Sicher hat es mit weniger Wohlstand zu tun.
Sicher kamen mit 1990 alle Veränderung auf einmal, für die der Westen viel länger Zeit hatte.
Und sicher ist auch mit den 2 harten Brüchen 1945 und 1990 mehr Kontinuität in der Kultur, bei Gemeinden, Vereinen, Bräuchen usw. weggebrochen.

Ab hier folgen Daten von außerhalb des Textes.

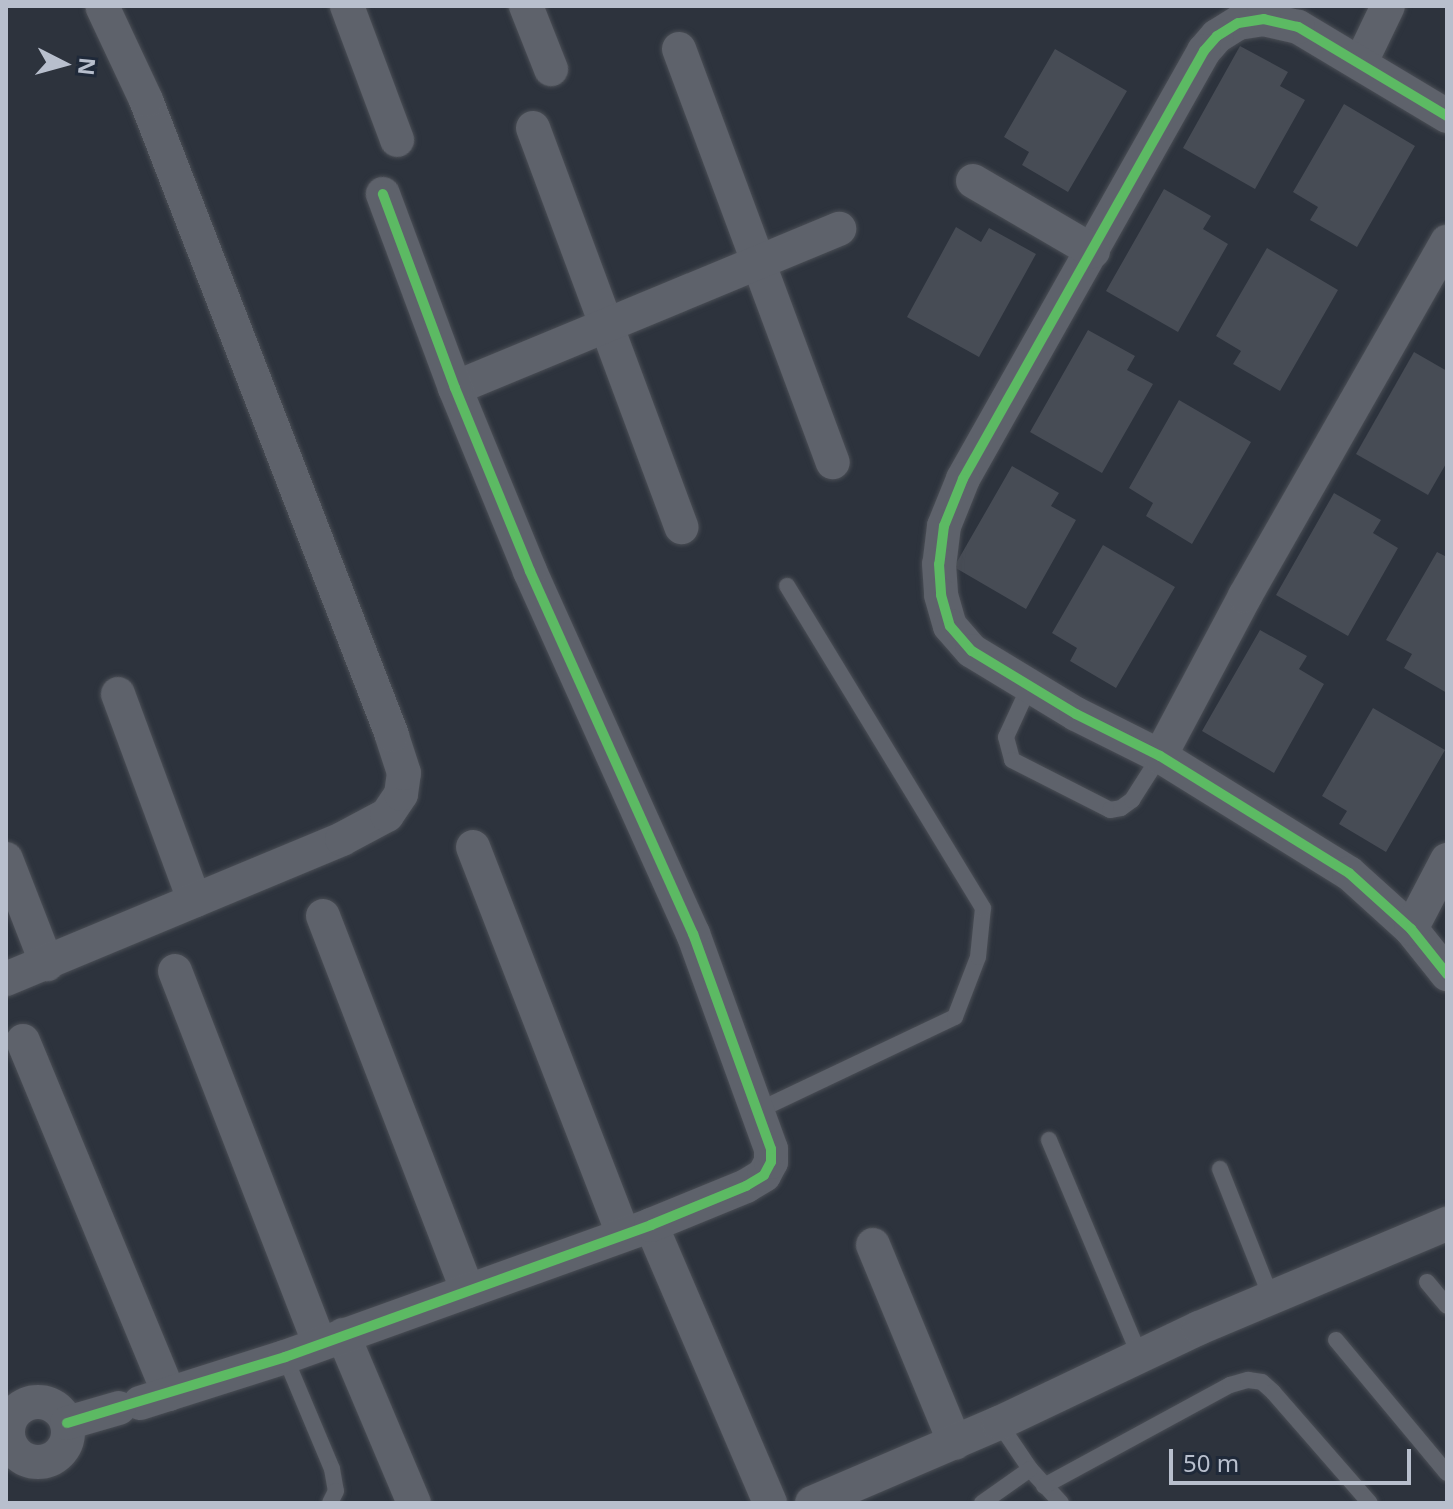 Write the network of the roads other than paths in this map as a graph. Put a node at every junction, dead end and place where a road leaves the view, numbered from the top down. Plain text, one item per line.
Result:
1 (347, 6) edge
2 (526, 6) edge
3 (1388, 6) edge
4 (105, 7) edge
5 (679, 49) dead end
6 (1361, 62) junction
7 (551, 69) dead end
8 (1447, 116) edge
9 (533, 128) dead end
10 (397, 140) dead end
11 (973, 181) dead end
12 (383, 194) dead end
13 (839, 229) dead end
14 (1447, 242) edge
15 (1093, 251) junction
16 (756, 262) junction
17 (603, 324) junction
18 (455, 388) junction
19 (833, 462) dead end
20 (681, 527) dead end
21 (787, 586) dead end
22 (1029, 687) junction
23 (118, 694) dead end
24 (1160, 756) junction
25 (473, 847) dead end
26 (6, 859) edge
27 (1447, 860) edge
28 (194, 900) junction
29 (323, 916) dead end
30 (1411, 929) junction
31 (47, 964) junction
32 (175, 971) dead end
33 (1447, 974) edge
34 (6, 979) edge
35 (23, 1041) dead end
36 (757, 1111) junction
37 (1049, 1140) dead end
38 (1220, 1169) dead end
39 (1447, 1224) edge
40 (637, 1230) junction
41 (873, 1245) dead end
42 (1427, 1282) dead end
43 (468, 1291) junction
44 (1271, 1297) junction
45 (1447, 1306) edge
46 (331, 1340) junction
47 (1336, 1340) dead end
48 (1139, 1354) junction
49 (285, 1357) junction
50 (12, 1398) edge
51 (143, 1402) junction
52 (67, 1423) junction
53 (999, 1423) junction
54 (955, 1443) junction
55 (1030, 1469) junction
56 (18, 1470) edge
57 (1447, 1473) edge
58 (1044, 1486) junction
59 (330, 1503) edge
60 (414, 1503) edge
61 (770, 1503) edge
62 (812, 1503) edge
63 (982, 1503) edge
64 (1061, 1503) edge
65 (1370, 1503) edge

1 - 10 street
2 - 7 street
3 - 6 street
4 - 28 street
5 - 16 street
6 - 8 street
6 - 15 street
9 - 17 street
11 - 15 street
12 - 18 street
13 - 16 street
14 - 24 street
15 - 22 street
16 - 17 street
16 - 19 street
17 - 18 street
17 - 20 street
18 - 36 street
21 - 36 lane
22 - 24 street
22 - 24 lane
23 - 28 street
24 - 30 street
25 - 40 street
26 - 31 street
27 - 30 street
28 - 31 street
29 - 43 street
30 - 33 street
31 - 34 street
32 - 46 street
35 - 51 street
36 - 40 street
37 - 48 lane
38 - 44 lane
39 - 44 street
40 - 43 street
40 - 61 street
41 - 54 street
42 - 45 lane
43 - 46 street
44 - 48 street
46 - 49 street
46 - 60 street
47 - 57 lane
48 - 53 street
49 - 51 street
49 - 59 lane
50 - 52 street
50 - 56 street
51 - 52 street
52 - 56 street
53 - 54 street
53 - 55 lane
54 - 62 street
55 - 58 lane
55 - 63 lane
58 - 64 lane
58 - 65 lane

Aber das bringt nichts. Wir müssen jetzt nach vorn schauen. Und dafür braucht man Entschlossenheit und Optimismus.
Meiner Meinung nach, hört die Politik stattdessen viel zu viel auf Wutbürger, Jammerossis und mächtige alte Industrien.
Und fördert viel zu wenig die, die mit Mut, Engagement und neuen Ideen voran gehen. Genau das ist meiner Meinung nach die Teufels Spirale.

Beispiel Energie:
Tausende Jobs gehen bei Wind, Solar, Elektroauto- und Ladestationsbranche drauf, Unternehmen gehen hier reihenweise Insolvent.

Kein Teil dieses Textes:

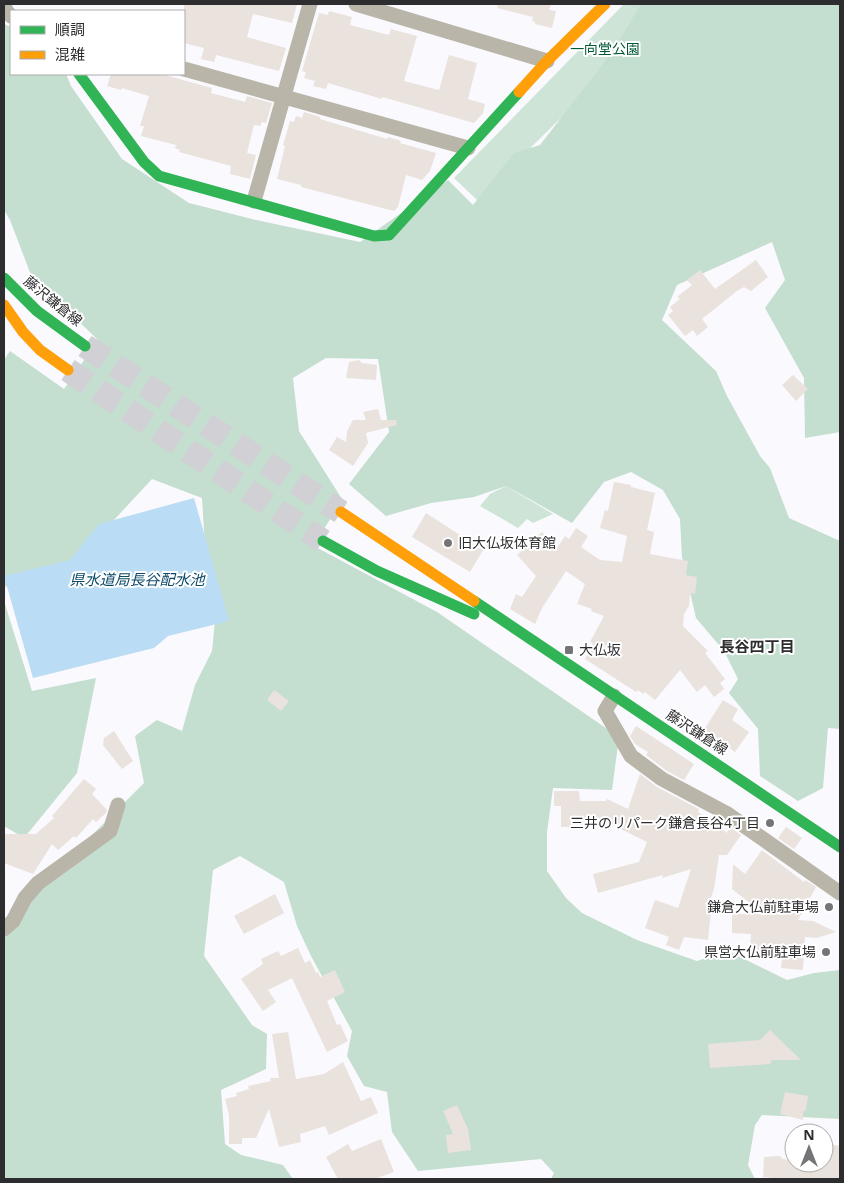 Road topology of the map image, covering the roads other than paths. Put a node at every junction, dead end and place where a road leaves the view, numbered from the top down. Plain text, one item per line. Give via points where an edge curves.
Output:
1 (310, 4) edge
2 (356, 4) edge
3 (605, 4) edge
4 (548, 61) junction
5 (185, 69) edge
6 (80, 75) edge
7 (284, 96) junction
8 (468, 148) junction
9 (254, 201) junction
10 (4, 278) edge
11 (4, 305) edge
12 (85, 346) tunnel mouth
13 (68, 370) tunnel mouth
14 (341, 512) tunnel mouth
15 (323, 541) tunnel mouth
16 (537, 643) junction
17 (614, 696) junction
18 (118, 805) dead end
19 (840, 847) edge
20 (840, 893) edge
21 (4, 929) edge

1 - 7 street
2 - 4 street
3 - 4 main road
4 - 8 main road
5 - 7 street
6 - 9 main road via 144,162 159,176
7 - 8 street
7 - 9 street
8 - 9 main road via 389,235 374,236
10 - 12 main road, 藤沢鎌倉線 via 37,311
11 - 13 main road via 40,350
14 - 16 main road, 藤沢鎌倉線
15 - 16 main road, 藤沢鎌倉線 via 377,571
16 - 17 main road, 藤沢鎌倉線
17 - 19 main road, 藤沢鎌倉線
17 - 20 street via 605,711 631,756 662,779 726,813
18 - 21 street via 110,830 38,883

Dagegen bekommen die Kumpel und Unternehmer in der Braunkohle sehr viel Geld:
Erst sehr viel Geld das Loch aufzubuddeln und massig CO2 in die Atmosphäre zu ballern
und danach dann wieder zuzubuddeln und alles hübsch zu renaturieren.

Hätte man die Milliarden nicht in die Lausitz gesteckt, sondern in Wind, Solar und Elektromobilität, hätte man schon längst große Unternehmen in Ostdeutschland aufbauen können.

Stattdessen gibt man das Geld für Vergangenheitsbewältigung aus.

Als Ingenieur der sich vor 20 Jahren für Kohle entschieden hat und bei der Leag arbeitet, hat man alles richtig gemacht.

Wer hingegen in die Solarindustrie gegangen ist, ist jetzt arbeitslos.

Das ist nur ein Beispiel. Aber zieht sich meiner Meinung mach durch viele Bereiche durch.

Kein wunder, dass die Leute dann allem neuen negativ gegenüberstehen und es ihnen fortwährend nur um Statusangst geht, statt man etwas neues zu waagen.